The film stomps the Horatio Alger myth that honest hard work can overcome poverty.

Its 2 young immigrant lovers, representative of generations of hungry dreamers, drawn to the city of lights, are alienated from their new society, seeking refuge in pockets, and imagine freedom far from the streets of their current individual predicaments; Djibrl's ever-present moped seemingly almost sure to play a part in their escape. The goal being to one day return to Africa, wealthier, to help support the families they left behind.

The cast is mostly unprofessional, and it shows, but yet it oddly works. That could be because the film itself seems to exist outside of time, we could say. It refuses to be easily boxed, combining influences as divergent as late Senegalese filmmaker Ousmane Sembene's realism, to the avant-garde. Its haunting soundtrack - part classical impressionistic, part Mbalax, part emo, part ambiance, and likely so many other disparate ingredients, adds to its ethereality. I liked the almost otherworldly quality about the film, and was practically forced to give myself over to this near-mystical universe Andrew creates.
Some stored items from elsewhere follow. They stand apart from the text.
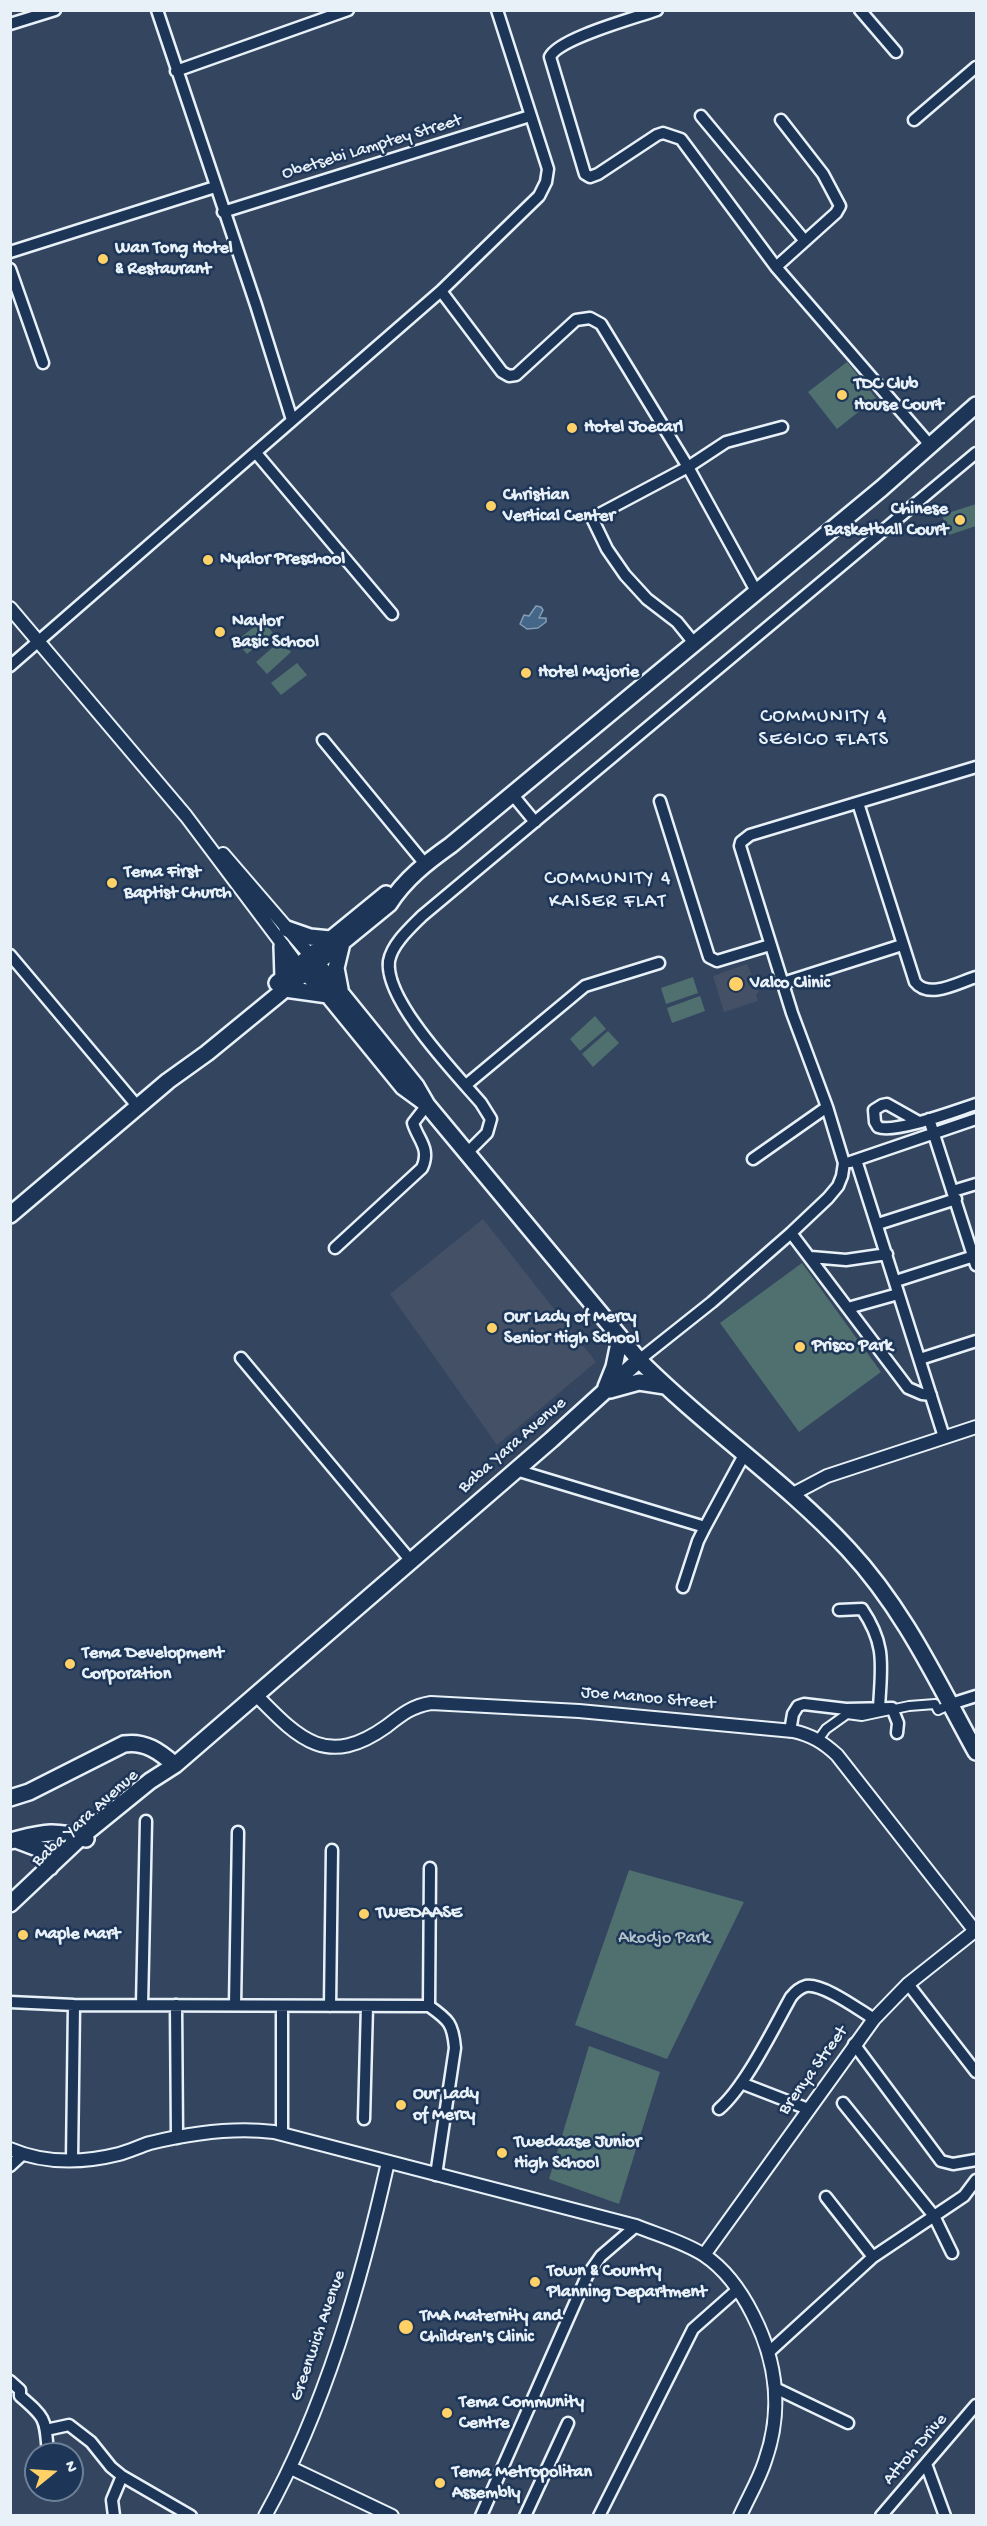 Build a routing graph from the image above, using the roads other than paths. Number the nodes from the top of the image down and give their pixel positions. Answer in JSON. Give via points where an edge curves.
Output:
{"nodes":[{"id":1,"x":55,"y":10,"type":"edge"},
{"id":2,"x":157,"y":10,"type":"edge"},
{"id":3,"x":348,"y":10,"type":"edge"},
{"id":4,"x":497,"y":10,"type":"edge"},
{"id":5,"x":657,"y":10,"type":"edge"},
{"id":6,"x":860,"y":10,"type":"edge"},
{"id":7,"x":330,"y":13,"type":"edge"},
{"id":8,"x":10,"y":24,"type":"edge"},
{"id":9,"x":896,"y":52,"type":"dead end"},
{"id":10,"x":976,"y":67,"type":"edge"},
{"id":11,"x":176,"y":71,"type":"junction"},
{"id":12,"x":530,"y":116,"type":"junction"},
{"id":13,"x":701,"y":116,"type":"dead end"},
{"id":14,"x":781,"y":120,"type":"dead end"},
{"id":15,"x":914,"y":120,"type":"dead end"},
{"id":16,"x":215,"y":187,"type":"junction"},
{"id":17,"x":223,"y":212,"type":"junction"},
{"id":18,"x":805,"y":241,"type":"junction"},
{"id":19,"x":10,"y":252,"type":"edge"},
{"id":20,"x":776,"y":267,"type":"junction"},
{"id":21,"x":10,"y":269,"type":"edge"},
{"id":22,"x":441,"y":291,"type":"junction"},
{"id":23,"x":44,"y":363,"type":"dead end"},
{"id":24,"x":976,"y":405,"type":"edge"},
{"id":25,"x":292,"y":420,"type":"junction"},
{"id":26,"x":782,"y":427,"type":"dead end"},
{"id":27,"x":930,"y":445,"type":"junction"},
{"id":28,"x":256,"y":453,"type":"junction"},
{"id":29,"x":975,"y":458,"type":"edge"},
{"id":30,"x":688,"y":467,"type":"junction"},
{"id":31,"x":756,"y":591,"type":"junction"},
{"id":32,"x":10,"y":608,"type":"edge"},
{"id":33,"x":392,"y":614,"type":"dead end"},
{"id":34,"x":38,"y":643,"type":"junction"},
{"id":35,"x":694,"y":643,"type":"junction"},
{"id":36,"x":10,"y":666,"type":"edge"},
{"id":37,"x":323,"y":740,"type":"dead end"},
{"id":38,"x":976,"y":768,"type":"edge"},
{"id":39,"x":512,"y":795,"type":"junction"},
{"id":40,"x":660,"y":801,"type":"dead end"},
{"id":41,"x":858,"y":803,"type":"junction"},
{"id":42,"x":186,"y":816,"type":"junction"},
{"id":43,"x":535,"y":822,"type":"junction"},
{"id":44,"x":425,"y":864,"type":"junction"},
{"id":45,"x":287,"y":928,"type":"junction"},
{"id":46,"x":336,"y":941,"type":"junction"},
{"id":47,"x":771,"y":945,"type":"junction"},
{"id":48,"x":902,"y":945,"type":"junction"},
{"id":49,"x":282,"y":946,"type":"junction"},
{"id":50,"x":10,"y":955,"type":"edge"},
{"id":51,"x":659,"y":963,"type":"dead end"},
{"id":52,"x":308,"y":964,"type":"junction"},
{"id":53,"x":976,"y":977,"type":"edge"},
{"id":54,"x":783,"y":982,"type":"junction"},
{"id":55,"x":284,"y":983,"type":"junction"},
{"id":56,"x":334,"y":992,"type":"junction"},
{"id":57,"x":466,"y":1085,"type":"junction"},
{"id":58,"x":976,"y":1104,"type":"edge"},
{"id":59,"x":428,"y":1105,"type":"junction"},
{"id":60,"x":138,"y":1107,"type":"junction"},
{"id":61,"x":827,"y":1107,"type":"junction"},
{"id":62,"x":976,"y":1119,"type":"edge"},
{"id":63,"x":933,"y":1133,"type":"junction"},
{"id":64,"x":467,"y":1153,"type":"junction"},
{"id":65,"x":753,"y":1159,"type":"dead end"},
{"id":66,"x":856,"y":1160,"type":"junction"},
{"id":67,"x":844,"y":1163,"type":"junction"},
{"id":68,"x":976,"y":1184,"type":"edge"},
{"id":69,"x":954,"y":1195,"type":"junction"},
{"id":70,"x":10,"y":1215,"type":"edge"},
{"id":71,"x":878,"y":1224,"type":"junction"},
{"id":72,"x":791,"y":1233,"type":"junction"},
{"id":73,"x":335,"y":1248,"type":"dead end"},
{"id":74,"x":974,"y":1253,"type":"edge"},
{"id":75,"x":887,"y":1254,"type":"junction"},
{"id":76,"x":811,"y":1257,"type":"junction"},
{"id":77,"x":896,"y":1281,"type":"junction"},
{"id":78,"x":898,"y":1294,"type":"junction"},
{"id":79,"x":848,"y":1308,"type":"junction"},
{"id":80,"x":620,"y":1338,"type":"junction"},
{"id":81,"x":976,"y":1341,"type":"edge"},
{"id":82,"x":241,"y":1358,"type":"dead end"},
{"id":83,"x":920,"y":1359,"type":"junction"},
{"id":84,"x":639,"y":1360,"type":"junction"},
{"id":85,"x":665,"y":1386,"type":"junction"},
{"id":86,"x":602,"y":1394,"type":"junction"},
{"id":87,"x":931,"y":1395,"type":"junction"},
{"id":88,"x":976,"y":1428,"type":"edge"},
{"id":89,"x":944,"y":1437,"type":"junction"},
{"id":90,"x":744,"y":1455,"type":"junction"},
{"id":91,"x":516,"y":1470,"type":"junction"},
{"id":92,"x":791,"y":1495,"type":"junction"},
{"id":93,"x":705,"y":1527,"type":"junction"},
{"id":94,"x":411,"y":1561,"type":"junction"},
{"id":95,"x":683,"y":1587,"type":"dead end"},
{"id":96,"x":839,"y":1610,"type":"dead end"},
{"id":97,"x":256,"y":1695,"type":"junction"},
{"id":98,"x":976,"y":1696,"type":"edge"},
{"id":99,"x":951,"y":1704,"type":"junction"},
{"id":100,"x":879,"y":1709,"type":"junction"},
{"id":101,"x":895,"y":1711,"type":"junction"},
{"id":102,"x":790,"y":1731,"type":"junction"},
{"id":103,"x":897,"y":1734,"type":"dead end"},
{"id":104,"x":818,"y":1740,"type":"junction"},
{"id":105,"x":976,"y":1752,"type":"edge"},
{"id":106,"x":175,"y":1765,"type":"junction"},
{"id":107,"x":10,"y":1798,"type":"edge"},
{"id":108,"x":146,"y":1821,"type":"dead end"},
{"id":109,"x":238,"y":1832,"type":"dead end"},
{"id":110,"x":86,"y":1839,"type":"junction"},
{"id":111,"x":13,"y":1840,"type":"edge"},
{"id":112,"x":332,"y":1850,"type":"dead end"},
{"id":113,"x":50,"y":1867,"type":"junction"},
{"id":114,"x":430,"y":1868,"type":"dead end"},
{"id":115,"x":10,"y":1904,"type":"edge"},
{"id":116,"x":10,"y":1915,"type":"edge"},
{"id":117,"x":976,"y":1930,"type":"edge"},
{"id":118,"x":908,"y":1984,"type":"junction"},
{"id":119,"x":10,"y":2002,"type":"edge"},
{"id":120,"x":74,"y":2005,"type":"junction"},
{"id":121,"x":142,"y":2005,"type":"junction"},
{"id":122,"x":176,"y":2005,"type":"junction"},
{"id":123,"x":235,"y":2005,"type":"junction"},
{"id":124,"x":282,"y":2006,"type":"junction"},
{"id":125,"x":330,"y":2006,"type":"junction"},
{"id":126,"x":367,"y":2006,"type":"junction"},
{"id":127,"x":429,"y":2006,"type":"junction"},
{"id":128,"x":874,"y":2019,"type":"junction"},
{"id":129,"x":854,"y":2044,"type":"junction"},
{"id":130,"x":976,"y":2072,"type":"edge"},
{"id":131,"x":741,"y":2083,"type":"junction"},
{"id":132,"x":843,"y":2103,"type":"dead end"},
{"id":133,"x":719,"y":2109,"type":"dead end"},
{"id":134,"x":808,"y":2109,"type":"junction"},
{"id":135,"x":364,"y":2119,"type":"dead end"},
{"id":136,"x":282,"y":2134,"type":"junction"},
{"id":137,"x":177,"y":2138,"type":"junction"},
{"id":138,"x":10,"y":2148,"type":"edge"},
{"id":139,"x":24,"y":2154,"type":"junction"},
{"id":140,"x":72,"y":2160,"type":"junction"},
{"id":141,"x":976,"y":2160,"type":"edge"},
{"id":142,"x":388,"y":2162,"type":"junction"},
{"id":143,"x":10,"y":2166,"type":"edge"},
{"id":144,"x":436,"y":2175,"type":"junction"},
{"id":145,"x":976,"y":2180,"type":"edge"},
{"id":146,"x":826,"y":2197,"type":"dead end"},
{"id":147,"x":934,"y":2216,"type":"junction"},
{"id":148,"x":636,"y":2226,"type":"junction"},
{"id":149,"x":952,"y":2253,"type":"dead end"},
{"id":150,"x":704,"y":2255,"type":"junction"},
{"id":151,"x":873,"y":2258,"type":"junction"},
{"id":152,"x":737,"y":2290,"type":"junction"},
{"id":153,"x":769,"y":2352,"type":"junction"},
{"id":154,"x":10,"y":2381,"type":"edge"},
{"id":155,"x":775,"y":2388,"type":"junction"},
{"id":156,"x":976,"y":2405,"type":"edge"},
{"id":157,"x":848,"y":2423,"type":"dead end"},
{"id":158,"x":568,"y":2424,"type":"dead end"},
{"id":159,"x":46,"y":2430,"type":"junction"},
{"id":160,"x":47,"y":2442,"type":"edge"},
{"id":161,"x":926,"y":2463,"type":"junction"},
{"id":162,"x":291,"y":2468,"type":"junction"},
{"id":163,"x":122,"y":2476,"type":"junction"},
{"id":164,"x":883,"y":2515,"type":"edge"},
{"id":165,"x":114,"y":2516,"type":"edge"},
{"id":166,"x":191,"y":2516,"type":"edge"},
{"id":167,"x":265,"y":2516,"type":"edge"},
{"id":168,"x":392,"y":2516,"type":"edge"},
{"id":169,"x":481,"y":2516,"type":"edge"},
{"id":170,"x":525,"y":2516,"type":"edge"},
{"id":171,"x":599,"y":2516,"type":"edge"},
{"id":172,"x":740,"y":2516,"type":"edge"},
{"id":173,"x":945,"y":2516,"type":"edge"}],
"edges":[{"from":1,"to":8,"type":"street"},
{"from":2,"to":11,"type":"street"},
{"from":3,"to":7,"type":"street"},
{"from":4,"to":12,"type":"street"},
{"from":5,"to":20,"type":"street","via":[[574,39],[550,57],[585,174],[598,174],[657,135],[681,139]]},
{"from":6,"to":9,"type":"street"},
{"from":7,"to":11,"type":"street"},
{"from":10,"to":15,"type":"street"},
{"from":11,"to":16,"type":"street"},
{"from":12,"to":17,"type":"street","name":"Obetsebi Lamptey Street"},
{"from":12,"to":22,"type":"street","via":[[548,169],[542,190]]},
{"from":13,"to":18,"type":"street"},
{"from":14,"to":18,"type":"street","via":[[823,174],[839,202],[836,213]]},
{"from":16,"to":17,"type":"street"},
{"from":16,"to":19,"type":"street"},
{"from":17,"to":25,"type":"street"},
{"from":18,"to":20,"type":"street"},
{"from":20,"to":27,"type":"street"},
{"from":21,"to":23,"type":"street"},
{"from":22,"to":25,"type":"street"},
{"from":22,"to":30,"type":"street","via":[[509,376],[516,375],[576,321],[586,317],[598,321]]},
{"from":24,"to":27,"type":"main road"},
{"from":25,"to":28,"type":"street"},
{"from":26,"to":30,"type":"street","via":[[726,442]]},
{"from":27,"to":31,"type":"main road"},
{"from":28,"to":33,"type":"street"},
{"from":28,"to":34,"type":"street"},
{"from":29,"to":43,"type":"street","via":[[777,617]]},
{"from":30,"to":31,"type":"street"},
{"from":30,"to":35,"type":"street","via":[[592,518],[625,575],[647,599],[677,622]]},
{"from":31,"to":35,"type":"main road"},
{"from":32,"to":34,"type":"street"},
{"from":34,"to":36,"type":"street"},
{"from":34,"to":42,"type":"street"},
{"from":35,"to":39,"type":"main road"},
{"from":37,"to":44,"type":"street"},
{"from":38,"to":41,"type":"street"},
{"from":39,"to":43,"type":"street"},
{"from":39,"to":44,"type":"main road"},
{"from":40,"to":47,"type":"street","via":[[709,957],[717,961]]},
{"from":41,"to":47,"type":"street","via":[[750,835],[741,842]]},
{"from":41,"to":48,"type":"street"},
{"from":42,"to":45,"type":"street","via":[[211,839]]},
{"from":42,"to":49,"type":"street"},
{"from":43,"to":57,"type":"street","via":[[411,926],[390,960],[389,974],[398,996]]},
{"from":44,"to":46,"type":"main road","via":[[400,888],[382,896]]},
{"from":45,"to":46,"type":"main road"},
{"from":45,"to":52,"type":"street"},
{"from":46,"to":52,"type":"main road"},
{"from":46,"to":56,"type":"main road"},
{"from":47,"to":54,"type":"street"},
{"from":48,"to":53,"type":"street","via":[[915,982],[924,989],[935,990]]},
{"from":48,"to":54,"type":"street"},
{"from":49,"to":52,"type":"street"},
{"from":49,"to":55,"type":"main road"},
{"from":50,"to":60,"type":"street"},
{"from":51,"to":57,"type":"street","via":[[585,986]]},
{"from":52,"to":55,"type":"main road"},
{"from":52,"to":56,"type":"main road"},
{"from":54,"to":61,"type":"street"},
{"from":55,"to":56,"type":"main road"},
{"from":55,"to":60,"type":"main road","via":[[201,1059]]},
{"from":56,"to":59,"type":"main road","via":[[417,1086]]},
{"from":57,"to":64,"type":"street","via":[[490,1119],[487,1132]]},
{"from":58,"to":63,"type":"street","via":[[924,1120]]},
{"from":59,"to":64,"type":"main road"},
{"from":59,"to":73,"type":"street","via":[[413,1123],[425,1148],[422,1168]]},
{"from":60,"to":70,"type":"main road"},
{"from":61,"to":65,"type":"street"},
{"from":61,"to":67,"type":"street"},
{"from":62,"to":63,"type":"street"},
{"from":63,"to":66,"type":"street"},
{"from":63,"to":69,"type":"street"},
{"from":64,"to":80,"type":"main road"},
{"from":66,"to":67,"type":"street"},
{"from":66,"to":71,"type":"street"},
{"from":67,"to":72,"type":"street","via":[[838,1186]]},
{"from":68,"to":69,"type":"street"},
{"from":69,"to":71,"type":"street"},
{"from":69,"to":74,"type":"street"},
{"from":71,"to":75,"type":"street"},
{"from":72,"to":76,"type":"street"},
{"from":72,"to":84,"type":"street"},
{"from":74,"to":77,"type":"street"},
{"from":75,"to":76,"type":"street","via":[[846,1260]]},
{"from":75,"to":77,"type":"street"},
{"from":76,"to":79,"type":"street"},
{"from":77,"to":78,"type":"street"},
{"from":78,"to":79,"type":"street"},
{"from":78,"to":83,"type":"street"},
{"from":79,"to":87,"type":"street","via":[[909,1388]]},
{"from":80,"to":84,"type":"main road"},
{"from":80,"to":86,"type":"main road","via":[[614,1367]]},
{"from":81,"to":83,"type":"street"},
{"from":82,"to":94,"type":"street"},
{"from":83,"to":87,"type":"street"},
{"from":84,"to":85,"type":"main road"},
{"from":84,"to":86,"type":"main road","name":"Baba Yara Avenue"},
{"from":85,"to":86,"type":"main road","via":[[639,1382]]},
{"from":85,"to":90,"type":"main road"},
{"from":86,"to":91,"type":"main road","name":"Baba Yara Avenue"},
{"from":87,"to":89,"type":"street"},
{"from":88,"to":89,"type":"street"},
{"from":89,"to":92,"type":"street","via":[[828,1476]]},
{"from":90,"to":92,"type":"main road"},
{"from":90,"to":93,"type":"street"},
{"from":91,"to":93,"type":"street"},
{"from":91,"to":94,"type":"main road","name":"Baba Yara Avenue"},
{"from":92,"to":99,"type":"main road","via":[[847,1548],[879,1587],[906,1624]]},
{"from":93,"to":95,"type":"street"},
{"from":94,"to":97,"type":"main road","name":"Baba Yara Avenue"},
{"from":96,"to":100,"type":"street","via":[[862,1609],[873,1625],[882,1655]]},
{"from":97,"to":102,"type":"street","name":"Joe Manoo Street","via":[[301,1737],[320,1746],[344,1747],[368,1738],[419,1704],[431,1703],[579,1711]]},
{"from":97,"to":106,"type":"main road","name":"Baba Yara Avenue"},
{"from":98,"to":99,"type":"street"},
{"from":99,"to":101,"type":"street","via":[[938,1710],[935,1704]]},
{"from":99,"to":105,"type":"main road"},
{"from":100,"to":101,"type":"street"},
{"from":100,"to":102,"type":"street","via":[[804,1704],[793,1714]]},
{"from":101,"to":103,"type":"street"},
{"from":101,"to":104,"type":"street","via":[[847,1714]]},
{"from":102,"to":104,"type":"street","name":"Joe Manoo Street"},
{"from":104,"to":117,"type":"street","name":"Joe Manoo Street","via":[[837,1755]]},
{"from":106,"to":107,"type":"main road","via":[[146,1745],[124,1744]]},
{"from":106,"to":110,"type":"main road","name":"Baba Yara Avenue","via":[[150,1781]]},
{"from":108,"to":121,"type":"street"},
{"from":109,"to":123,"type":"street"},
{"from":110,"to":111,"type":"main road","via":[[51,1831]]},
{"from":110,"to":113,"type":"main road","name":"Baba Yara Avenue"},
{"from":110,"to":116,"type":"main road","name":"Baba Yara Avenue"},
{"from":111,"to":113,"type":"main road","via":[[45,1851]]},
{"from":112,"to":125,"type":"street"},
{"from":113,"to":115,"type":"main road","name":"Baba Yara Avenue"},
{"from":114,"to":127,"type":"street"},
{"from":117,"to":118,"type":"street","name":"Brenya Street"},
{"from":118,"to":128,"type":"street","name":"Brenya Street"},
{"from":118,"to":130,"type":"street"},
{"from":119,"to":120,"type":"street"},
{"from":120,"to":121,"type":"street"},
{"from":120,"to":140,"type":"street"},
{"from":121,"to":122,"type":"street"},
{"from":122,"to":123,"type":"street"},
{"from":122,"to":137,"type":"street"},
{"from":123,"to":124,"type":"street"},
{"from":124,"to":125,"type":"street"},
{"from":124,"to":136,"type":"street"},
{"from":125,"to":126,"type":"street"},
{"from":126,"to":127,"type":"street"},
{"from":126,"to":135,"type":"street"},
{"from":127,"to":144,"type":"street","via":[[448,2019],[456,2048]]},
{"from":128,"to":129,"type":"street","name":"Brenya Street"},
{"from":128,"to":131,"type":"street","via":[[820,1987],[798,1990]]},
{"from":129,"to":134,"type":"street","name":"Brenya Street"},
{"from":129,"to":141,"type":"street","via":[[941,2161],[953,2164]]},
{"from":131,"to":133,"type":"street"},
{"from":131,"to":134,"type":"street"},
{"from":132,"to":147,"type":"street"},
{"from":134,"to":150,"type":"street","name":"Brenya Street"},
{"from":136,"to":137,"type":"street","via":[[249,2129]]},
{"from":136,"to":142,"type":"street"},
{"from":137,"to":140,"type":"street","via":[[120,2154]]},
{"from":138,"to":139,"type":"street"},
{"from":139,"to":140,"type":"street"},
{"from":139,"to":143,"type":"street"},
{"from":142,"to":144,"type":"street"},
{"from":142,"to":162,"type":"street","name":"Greenwich Avenue","via":[[348,2314]]},
{"from":144,"to":148,"type":"street"},
{"from":145,"to":147,"type":"street","via":[[964,2196]]},
{"from":146,"to":151,"type":"street"},
{"from":147,"to":149,"type":"street"},
{"from":147,"to":151,"type":"street"},
{"from":148,"to":150,"type":"street"},
{"from":148,"to":169,"type":"street","via":[[601,2256],[587,2276]]},
{"from":150,"to":152,"type":"street"},
{"from":151,"to":153,"type":"street"},
{"from":152,"to":153,"type":"street","via":[[749,2306]]},
{"from":152,"to":171,"type":"street","via":[[693,2329]]},
{"from":153,"to":155,"type":"street"},
{"from":154,"to":159,"type":"street","via":[[42,2415]]},
{"from":155,"to":157,"type":"street"},
{"from":155,"to":172,"type":"street","via":[[772,2436],[765,2463]]},
{"from":156,"to":161,"type":"street","name":"Attoh Drive"},
{"from":158,"to":170,"type":"street"},
{"from":159,"to":160,"type":"street"},
{"from":159,"to":163,"type":"street","via":[[69,2425],[91,2442]]},
{"from":161,"to":164,"type":"street","name":"Attoh Drive"},
{"from":161,"to":173,"type":"street"},
{"from":162,"to":167,"type":"street","name":"Greenwich Avenue"},
{"from":162,"to":168,"type":"street"},
{"from":163,"to":165,"type":"street","via":[[112,2500]]},
{"from":163,"to":166,"type":"street"}]}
And Nigerian-born, London-raised, New York/Lagos-based Dosunmu's fashion photographer roots certainly show. I’d fully expect his film work to be an extension of what he’s most well-versed in - photography. Not that Andrew doesn't grasp cinematic language. This isn’t a conventional film by any means, and I think anyone going into it should be fully aware of that fact. It is the film's style that defines it, and its strongest appeal; an acquired taste, I appreciate what I see are his attempts to disrupt the expected order of things. They may not even be conscious attempts - he doesn't come off as just some pretentious auteur. This is his way, as effortlessly expressed during the Q&A that followed the screening. And that’s part of what makes the film and filmmaker interesting.

It was a 2010 IFP Project Forum selection, as well as a 2010 Narrative Lab and Lab Fellow, along with fellow Sundance 2011 selections, Pariah and Kinyarwanda. So, it’s obviously in good company. However, of the 3, it'll likely be the toughest sell for interested distributors.

Keep in mind that AFFRM also released Kinyarwanda.